Apoderou-se de mim um forte sentimento de que devia ir ao parque, distante cerca de uma milha. Desde o instante que transpus a porta da rua, veio-me um estranho sentimento de leveza, como se estivesse caminhando no ar. Até os tijolos dos edifícios pareciam vivos e luminosos. Todo objeto, tudo parecia parte de mim mesmo. Nada estava separado de mim, não havia um eu separado da árvore, ou do jornal jogado na sarjeta, ou das aves. Era um estado de consciência nunca experimentado antes.

No caminho do parque, havia uma loja de flores, e enquanto as contemplava, comecei a sorrir, possuído de uma alegria nunca experimentada antes. As flores estavam a falar-me e eu a falar com elas; faziam parte de mim. Tudo era vivo e eu amava todas as coisas. Eu era o perfume daquelas flores, mas não havia um eu a cheirar as flores. Estive ali mais de vinte minutos, embora não tivesse noção do tempo.

O tempo cessou; não havia passado, presente ou futuro. Só havia – oh, não sei expressar por palavras. Havia uma Presença – não, não é esta a palavra. Era como se a Terra, com tudo o que nela existe, tivesse recebido uma bênção do céu e eu fazia parte dela.

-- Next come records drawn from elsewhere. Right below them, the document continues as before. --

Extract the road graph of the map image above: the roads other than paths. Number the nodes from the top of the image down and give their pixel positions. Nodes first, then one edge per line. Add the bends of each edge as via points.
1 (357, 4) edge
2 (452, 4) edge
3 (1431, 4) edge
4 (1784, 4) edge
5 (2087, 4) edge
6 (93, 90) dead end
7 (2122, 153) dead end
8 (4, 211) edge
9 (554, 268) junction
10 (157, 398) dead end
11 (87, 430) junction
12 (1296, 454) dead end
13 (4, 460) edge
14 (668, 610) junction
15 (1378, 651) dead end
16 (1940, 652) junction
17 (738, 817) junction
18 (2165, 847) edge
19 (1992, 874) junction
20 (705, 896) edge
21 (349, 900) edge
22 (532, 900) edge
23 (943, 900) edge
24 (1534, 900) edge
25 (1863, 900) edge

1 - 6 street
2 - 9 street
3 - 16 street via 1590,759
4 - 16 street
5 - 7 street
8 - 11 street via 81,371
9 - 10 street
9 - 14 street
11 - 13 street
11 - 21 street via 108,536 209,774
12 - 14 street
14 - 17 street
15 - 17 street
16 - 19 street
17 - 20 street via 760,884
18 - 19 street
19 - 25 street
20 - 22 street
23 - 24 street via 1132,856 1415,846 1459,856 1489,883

Ao aproximar-me do parque, fiquei completamente fascinado pela beleza daquelas árvores que eu já conhecia. As folhas dançavam cheias de vida, toda a riqueza da Terra se concentrava numa única folha. Senti o coração acelerar-se; e mal podia respirar.

Sentei-me num banco, as lágrimas rolavam-me pelas faces. Rodeava-me um silêncio total, mas esse silêncio estava purificando todas as coisas, lavando-as da dor e do sofrimento. Ao internar-me mais no parque, havia música no ar. Fiquei surpreso, pois não havia casas nas imediações e por certo ninguém teria levado um rádio ao parque àquela hora da manhã. A música fazia parte daquela totalidade. Toda bondade, toda a compaixão do mundo estava presente naquele parque, Deus ali estava.

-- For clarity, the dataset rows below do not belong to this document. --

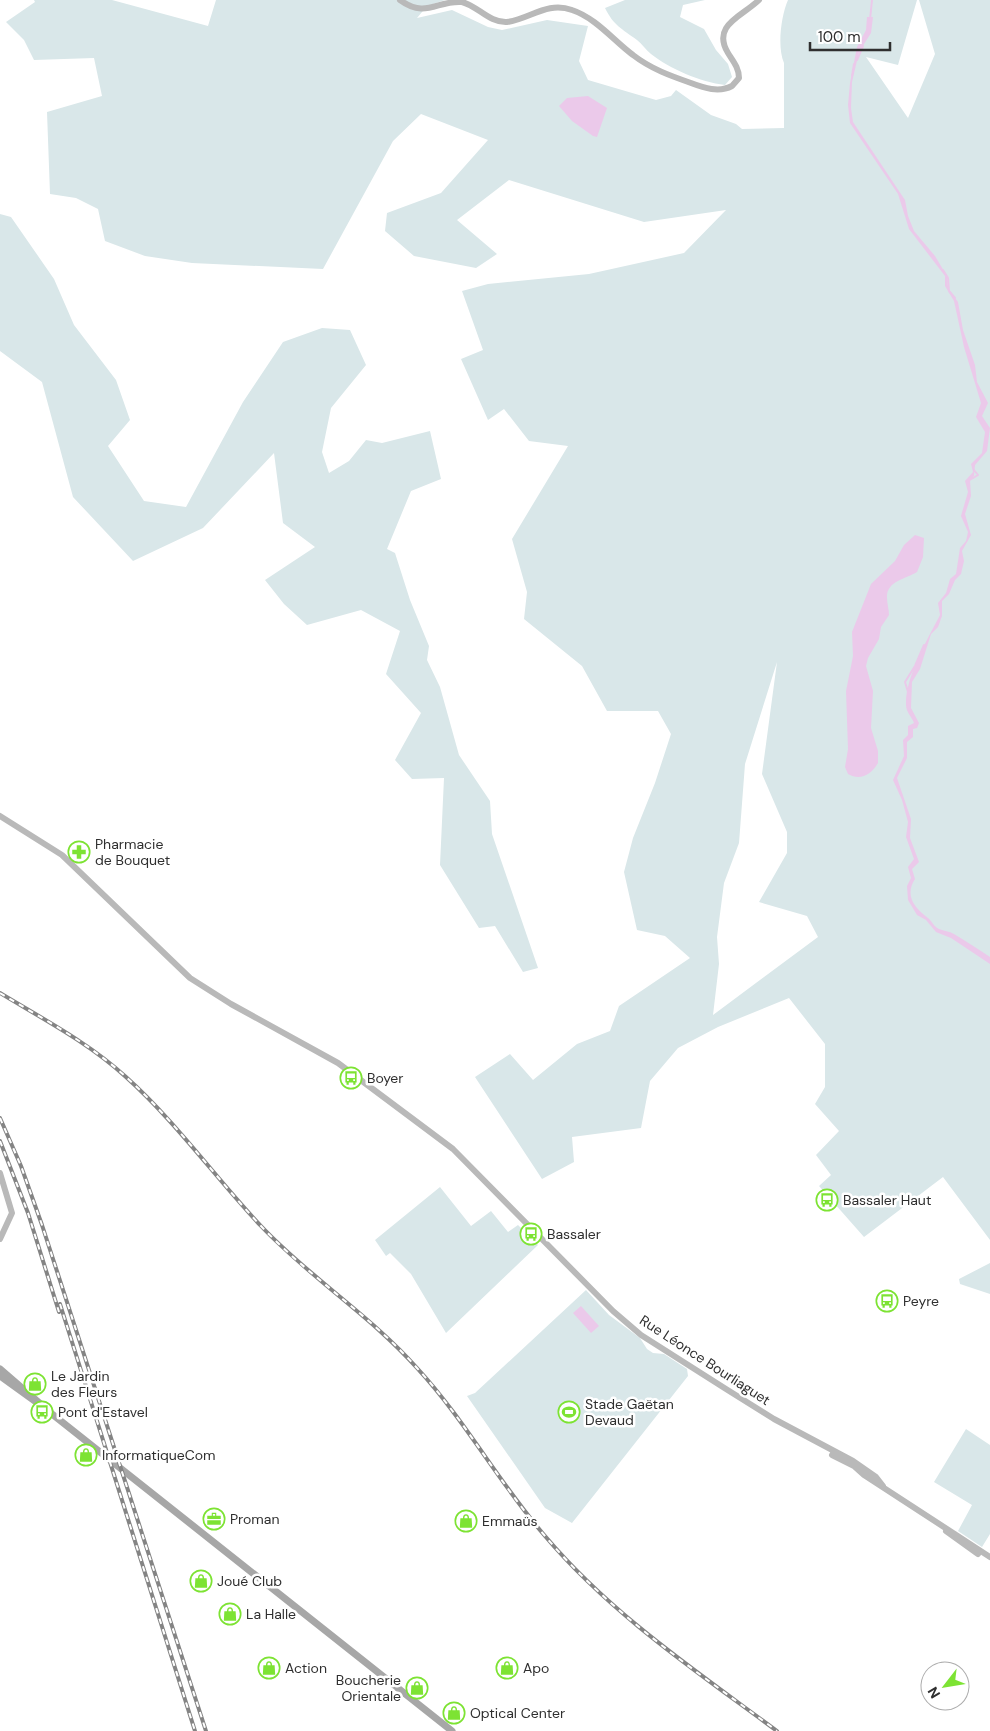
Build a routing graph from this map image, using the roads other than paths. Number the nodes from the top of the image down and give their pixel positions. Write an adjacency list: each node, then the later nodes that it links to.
1 (400, 0): 2 (main road)
2 (759, 0)
3 (0, 816): 9 (main road, Rue Léonce Bourliaguet)
4 (0, 1173): 5 (main road)
5 (0, 1239)
6 (0, 1369): 8 (main road)
7 (0, 1376): 8 (main road)
8 (41, 1404): 12 (main road)
9 (944, 1528): 10 (main road, Rue Léonce Bourliaguet); 11 (main road, Rue Léonce Bourliaguet)
10 (990, 1557)
11 (990, 1561)
12 (452, 1731)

Não sou religioso, mas naquele parque estava presente um Ser, no qual todas as coisas viviam e agiam. As pernas me tremiam, forçando-me a sentar de novo, recostado numa árvore. O tronco era uma entidade viva como eu, e eu fazia parte daquela árvore, daquele Ser, do mundo. Devo ter desmaiado. Aquilo foi excessivo para mim: as cores intensas e vivas, as folhas, as pedras, as flores, a incrível beleza de todas as coisas. E por sobre tudo aquilo, a bênção de...

Quando voltei a mim, o sol já brilhava e, sem forças para voltar para casa, deixei-me ficar ali, sentado, reunindo as forças e sem ousar pensar. Depois voltei para casa, mas a experiência durou uns dois dias e, tão subitamente como veio, desapareceu.

Começou então meu tormento, eu queria de volta aquela experiência extraordinária, viva, queria tornar a viver, e para sempre, naquele mundo beatífico. Tudo isso aconteceu há dois anos. Andei pensando seriamente em abandonar tudo e ir-me para um recanto solitário do mundo, mas o coração me diz que não a recuperaria por essa maneira. Pensei em partir para a Índia, mas abandonei também tal ideia.

Aqui estou, pois. Tudo eu daria, minha vida e todos meus bens, para tornar a viver naquele mundo. Que devo fazer?”

Resultado de imagem para bem aventurança

Krishnamurti: Ele veio a vós, sem o terdes chamado, senhor. Vós nunca o procurastes. Enquanto o estiverdes procurando, não o tereis nunca. Justamente o desejo de tornar a viver aquele estado extático está impedindo a vinda do novo, a experiência nova daquela suprema felicidade. Tivestes a experiência e estais vivendo agora da lembrança morta de ontem.

Estais dizendo que devo pôr fora e esquecer tudo o que foi e ir arrastando de dia em dia esta minha insignificante existência, interiormente esfomeado?”

Krishnamurti: Se não continuardes a relembrar e a pedir mais – o que constitui um verdadeiro esforço – será então possível que aquela mesma coisa, que escapa inteiramente ao vosso controle, atue por sua própria vontade. A avidez, mesmo com um alvo sublime, só pode gerar sofrimento. Aquela bem-aventurança vem espontaneamente, não a busqueis.